After a while, they took no further notice of him. Occasionally someone who had extra good fortune would give him something for charity’s sake, since everyone knew it was right to be generous to the poor, and a man with only one right hand couldn’t work very well, but, mostly, they took no notice of him. The poor were everywhere, after all, and had obviously done something wrong for God to punish them with extreme poverty and the loss of the ability to work. So, if they thought of him at all, it was most likely to speculate on what he (or perhaps his parents) might have done.
But, in spite of everything, in spite of the useless, withered hand which flopped so annoyingly at the end of his right arm, he hadn’t given up on God. He had lost everything else: his job, his livelihood, his position in society, and most of his friends. The parents of the girl he had planned to marry had broken it off, there was no way they were going to give their daughter to a man who couldn’t provide for her.
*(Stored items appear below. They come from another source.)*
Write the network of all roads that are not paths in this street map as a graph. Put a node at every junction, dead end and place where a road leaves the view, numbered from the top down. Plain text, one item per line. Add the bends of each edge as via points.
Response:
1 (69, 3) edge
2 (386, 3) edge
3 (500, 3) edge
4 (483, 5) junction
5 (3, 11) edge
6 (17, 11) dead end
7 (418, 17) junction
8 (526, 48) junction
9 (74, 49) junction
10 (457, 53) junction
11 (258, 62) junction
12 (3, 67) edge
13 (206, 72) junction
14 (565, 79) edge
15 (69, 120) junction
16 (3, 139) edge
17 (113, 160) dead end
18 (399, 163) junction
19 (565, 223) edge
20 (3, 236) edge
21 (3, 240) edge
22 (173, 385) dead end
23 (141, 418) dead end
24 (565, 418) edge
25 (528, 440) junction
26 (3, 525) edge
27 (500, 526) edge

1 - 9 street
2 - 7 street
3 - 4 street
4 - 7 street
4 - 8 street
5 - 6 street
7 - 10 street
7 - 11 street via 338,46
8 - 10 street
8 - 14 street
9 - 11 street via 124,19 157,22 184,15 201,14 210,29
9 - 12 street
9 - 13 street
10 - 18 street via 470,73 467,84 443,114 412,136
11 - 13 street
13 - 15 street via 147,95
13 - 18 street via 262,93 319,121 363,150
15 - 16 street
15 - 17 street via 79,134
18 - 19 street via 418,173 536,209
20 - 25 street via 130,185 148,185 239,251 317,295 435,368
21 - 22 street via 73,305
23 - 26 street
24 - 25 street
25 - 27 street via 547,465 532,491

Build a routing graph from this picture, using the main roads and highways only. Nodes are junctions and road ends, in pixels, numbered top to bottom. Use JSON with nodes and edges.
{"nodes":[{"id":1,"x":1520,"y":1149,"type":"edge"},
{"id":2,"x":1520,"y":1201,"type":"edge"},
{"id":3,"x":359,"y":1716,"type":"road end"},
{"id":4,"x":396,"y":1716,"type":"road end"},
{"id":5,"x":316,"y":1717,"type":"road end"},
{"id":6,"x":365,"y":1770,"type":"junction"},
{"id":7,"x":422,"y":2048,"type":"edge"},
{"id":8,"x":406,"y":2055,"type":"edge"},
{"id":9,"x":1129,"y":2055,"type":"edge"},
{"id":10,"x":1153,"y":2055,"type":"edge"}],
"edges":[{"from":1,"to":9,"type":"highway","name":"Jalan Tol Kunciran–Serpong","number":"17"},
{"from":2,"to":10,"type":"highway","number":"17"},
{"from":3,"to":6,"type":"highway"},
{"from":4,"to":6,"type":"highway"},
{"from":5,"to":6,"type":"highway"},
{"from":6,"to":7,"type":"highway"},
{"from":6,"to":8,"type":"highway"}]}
Some of his friends had vanished quickly, they wanted nothing to do with a man whose bad luck might be contagious; and some drifted away over time, because they had nothing in common with him anymore, with no money and no work he wasn’t one of them.
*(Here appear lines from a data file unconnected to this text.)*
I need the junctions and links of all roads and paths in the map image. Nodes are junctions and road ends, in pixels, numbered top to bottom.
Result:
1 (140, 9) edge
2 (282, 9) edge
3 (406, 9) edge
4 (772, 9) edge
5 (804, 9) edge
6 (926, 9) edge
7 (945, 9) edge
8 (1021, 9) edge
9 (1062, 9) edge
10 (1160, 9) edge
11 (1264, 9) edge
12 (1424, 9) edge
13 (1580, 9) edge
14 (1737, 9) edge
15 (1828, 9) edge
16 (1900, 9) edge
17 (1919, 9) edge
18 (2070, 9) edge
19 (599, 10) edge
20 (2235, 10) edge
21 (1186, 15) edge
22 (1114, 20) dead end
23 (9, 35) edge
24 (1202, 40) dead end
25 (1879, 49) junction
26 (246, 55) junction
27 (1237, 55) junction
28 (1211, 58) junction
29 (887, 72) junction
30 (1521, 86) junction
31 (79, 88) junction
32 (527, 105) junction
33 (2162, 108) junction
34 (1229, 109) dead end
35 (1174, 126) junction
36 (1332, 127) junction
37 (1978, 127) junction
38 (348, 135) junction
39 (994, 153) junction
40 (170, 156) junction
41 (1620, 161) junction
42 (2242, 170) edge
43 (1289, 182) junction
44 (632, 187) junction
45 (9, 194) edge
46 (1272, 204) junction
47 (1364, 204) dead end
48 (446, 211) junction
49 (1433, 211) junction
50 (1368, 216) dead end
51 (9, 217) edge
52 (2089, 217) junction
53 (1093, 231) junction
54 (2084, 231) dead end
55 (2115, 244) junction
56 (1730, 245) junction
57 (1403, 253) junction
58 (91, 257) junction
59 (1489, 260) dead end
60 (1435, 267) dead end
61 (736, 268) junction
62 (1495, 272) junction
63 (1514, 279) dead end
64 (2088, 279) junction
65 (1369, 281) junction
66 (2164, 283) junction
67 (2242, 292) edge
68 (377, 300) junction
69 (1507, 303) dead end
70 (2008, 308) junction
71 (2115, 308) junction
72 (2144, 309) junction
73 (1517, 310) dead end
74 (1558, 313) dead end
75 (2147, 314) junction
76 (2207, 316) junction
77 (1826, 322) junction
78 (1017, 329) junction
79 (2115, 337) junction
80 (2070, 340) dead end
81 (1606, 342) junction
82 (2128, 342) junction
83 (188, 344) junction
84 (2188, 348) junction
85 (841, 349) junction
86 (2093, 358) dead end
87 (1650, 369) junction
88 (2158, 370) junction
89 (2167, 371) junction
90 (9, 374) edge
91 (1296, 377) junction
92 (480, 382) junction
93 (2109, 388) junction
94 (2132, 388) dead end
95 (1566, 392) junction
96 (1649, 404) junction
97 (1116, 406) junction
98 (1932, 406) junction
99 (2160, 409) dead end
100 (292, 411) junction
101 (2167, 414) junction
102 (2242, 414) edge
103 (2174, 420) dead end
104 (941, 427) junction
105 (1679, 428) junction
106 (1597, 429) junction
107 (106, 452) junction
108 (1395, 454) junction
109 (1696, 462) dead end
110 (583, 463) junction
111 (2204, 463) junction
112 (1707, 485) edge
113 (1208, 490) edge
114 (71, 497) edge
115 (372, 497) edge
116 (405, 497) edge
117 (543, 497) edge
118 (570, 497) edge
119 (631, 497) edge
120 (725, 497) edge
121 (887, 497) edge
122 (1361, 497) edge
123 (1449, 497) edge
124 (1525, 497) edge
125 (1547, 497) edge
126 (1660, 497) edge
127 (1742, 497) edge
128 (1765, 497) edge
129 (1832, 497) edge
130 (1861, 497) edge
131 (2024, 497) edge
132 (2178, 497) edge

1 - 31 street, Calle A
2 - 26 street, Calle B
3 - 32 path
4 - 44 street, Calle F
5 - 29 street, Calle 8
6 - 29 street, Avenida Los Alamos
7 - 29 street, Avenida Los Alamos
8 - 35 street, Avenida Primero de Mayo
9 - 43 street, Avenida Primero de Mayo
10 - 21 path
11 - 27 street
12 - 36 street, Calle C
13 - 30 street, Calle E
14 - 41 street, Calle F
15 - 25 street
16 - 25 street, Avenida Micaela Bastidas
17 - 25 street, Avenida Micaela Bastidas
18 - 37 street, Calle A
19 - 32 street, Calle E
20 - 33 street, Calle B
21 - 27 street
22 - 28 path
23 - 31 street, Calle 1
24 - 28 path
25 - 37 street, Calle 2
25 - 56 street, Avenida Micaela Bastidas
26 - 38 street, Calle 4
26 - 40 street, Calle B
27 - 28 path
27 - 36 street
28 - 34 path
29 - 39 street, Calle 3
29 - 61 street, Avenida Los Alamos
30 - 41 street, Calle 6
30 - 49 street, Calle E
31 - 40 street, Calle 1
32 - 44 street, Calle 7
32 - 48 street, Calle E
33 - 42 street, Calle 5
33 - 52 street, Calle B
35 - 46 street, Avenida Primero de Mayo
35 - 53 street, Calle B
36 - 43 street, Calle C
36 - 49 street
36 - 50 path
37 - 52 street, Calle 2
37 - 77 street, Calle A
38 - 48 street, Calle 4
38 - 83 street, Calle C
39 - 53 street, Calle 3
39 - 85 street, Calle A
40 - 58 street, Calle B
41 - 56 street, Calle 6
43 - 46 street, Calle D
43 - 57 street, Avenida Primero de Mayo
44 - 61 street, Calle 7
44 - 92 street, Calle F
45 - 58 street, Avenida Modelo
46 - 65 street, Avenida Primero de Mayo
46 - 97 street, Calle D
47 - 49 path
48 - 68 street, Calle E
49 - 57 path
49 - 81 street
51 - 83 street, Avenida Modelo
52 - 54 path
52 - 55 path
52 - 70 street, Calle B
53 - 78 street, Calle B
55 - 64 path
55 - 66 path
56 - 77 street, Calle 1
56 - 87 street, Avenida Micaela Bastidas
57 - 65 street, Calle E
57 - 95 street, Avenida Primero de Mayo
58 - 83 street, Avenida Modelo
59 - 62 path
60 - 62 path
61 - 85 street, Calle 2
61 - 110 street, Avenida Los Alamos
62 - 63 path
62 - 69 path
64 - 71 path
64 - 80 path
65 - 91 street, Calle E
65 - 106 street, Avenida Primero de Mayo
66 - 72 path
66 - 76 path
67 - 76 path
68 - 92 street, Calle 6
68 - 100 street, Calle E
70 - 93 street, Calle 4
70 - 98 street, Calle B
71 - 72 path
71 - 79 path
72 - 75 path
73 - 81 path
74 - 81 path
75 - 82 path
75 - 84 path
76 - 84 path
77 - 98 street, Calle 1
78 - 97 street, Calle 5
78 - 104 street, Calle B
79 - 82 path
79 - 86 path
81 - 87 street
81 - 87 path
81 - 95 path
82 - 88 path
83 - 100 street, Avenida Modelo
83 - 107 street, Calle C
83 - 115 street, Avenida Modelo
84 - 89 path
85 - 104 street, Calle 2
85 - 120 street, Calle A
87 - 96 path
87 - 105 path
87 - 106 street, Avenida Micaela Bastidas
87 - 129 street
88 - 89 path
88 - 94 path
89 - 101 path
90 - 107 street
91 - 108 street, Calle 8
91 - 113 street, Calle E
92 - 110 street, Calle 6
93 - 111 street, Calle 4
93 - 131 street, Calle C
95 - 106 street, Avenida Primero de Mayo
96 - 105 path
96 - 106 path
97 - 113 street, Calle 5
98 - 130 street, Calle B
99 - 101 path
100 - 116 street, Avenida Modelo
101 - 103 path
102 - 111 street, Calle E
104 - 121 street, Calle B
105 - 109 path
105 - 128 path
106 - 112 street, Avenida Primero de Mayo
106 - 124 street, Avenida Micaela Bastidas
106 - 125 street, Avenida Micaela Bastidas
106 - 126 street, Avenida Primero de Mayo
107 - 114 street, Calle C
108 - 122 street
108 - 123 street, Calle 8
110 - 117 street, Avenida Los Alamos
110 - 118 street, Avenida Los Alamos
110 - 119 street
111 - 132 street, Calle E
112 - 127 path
But God was different. God made promises, and kept them. God sent his sun to shine on them, and his rain to fall on them, and God had restored them to the Promised Land. So, Sabbath, by Sabbath, the man with the withered hand would make his way to the synagogue, and pray for his hand to be restored and his time of suffering to be over.
And then, one Sabbath, when the tides of his hope were running low, and habit rather than faith had brought him along, the itinerant preacher called Jesus was there. For a moment a crazy hope rose in his throat. This Jesus was reputed to be a healer, maybe, just maybe, he would choose to heal this useless hand? But no, it was the Sabbath! The Pharisees would never allow such a thing, and surely this man, being so holy, would never dream of breaking the Sabbath?
Imagine his dismay when one of the Pharisees stopped and pointed at him, demanding “Is it lawful to heal on the Sabbath?”
He wanted to shrink out of sight, but Jesus’ reply caught his attention. “If your sheep fell into a pit on the Sabbath, wouldn’t you pull it out again? And isn’t a man worth more than a sheep? So it must be lawful to do good on the Sabbath.”
He had never thought of it that way before. It seemed to make sense. But before he had time to ponder the implications, there was Jesus asking him to stretch out his hand. It didn’t make sense, but there was a deep kindness there and he wanted to respond to it. And when he did, he found that his hand was restored!
It was only later, in the peace of his own home, picking things up, touching them for the sheer pleasure of it, that he remembered the words of the prophet Isaiah, “Is this not the fast I have chosen? To loose the chains of injustice...” Perhaps, contrary to what the Pharisees taught, God cared more about justice, kindness and generosity than he did about empty rituals?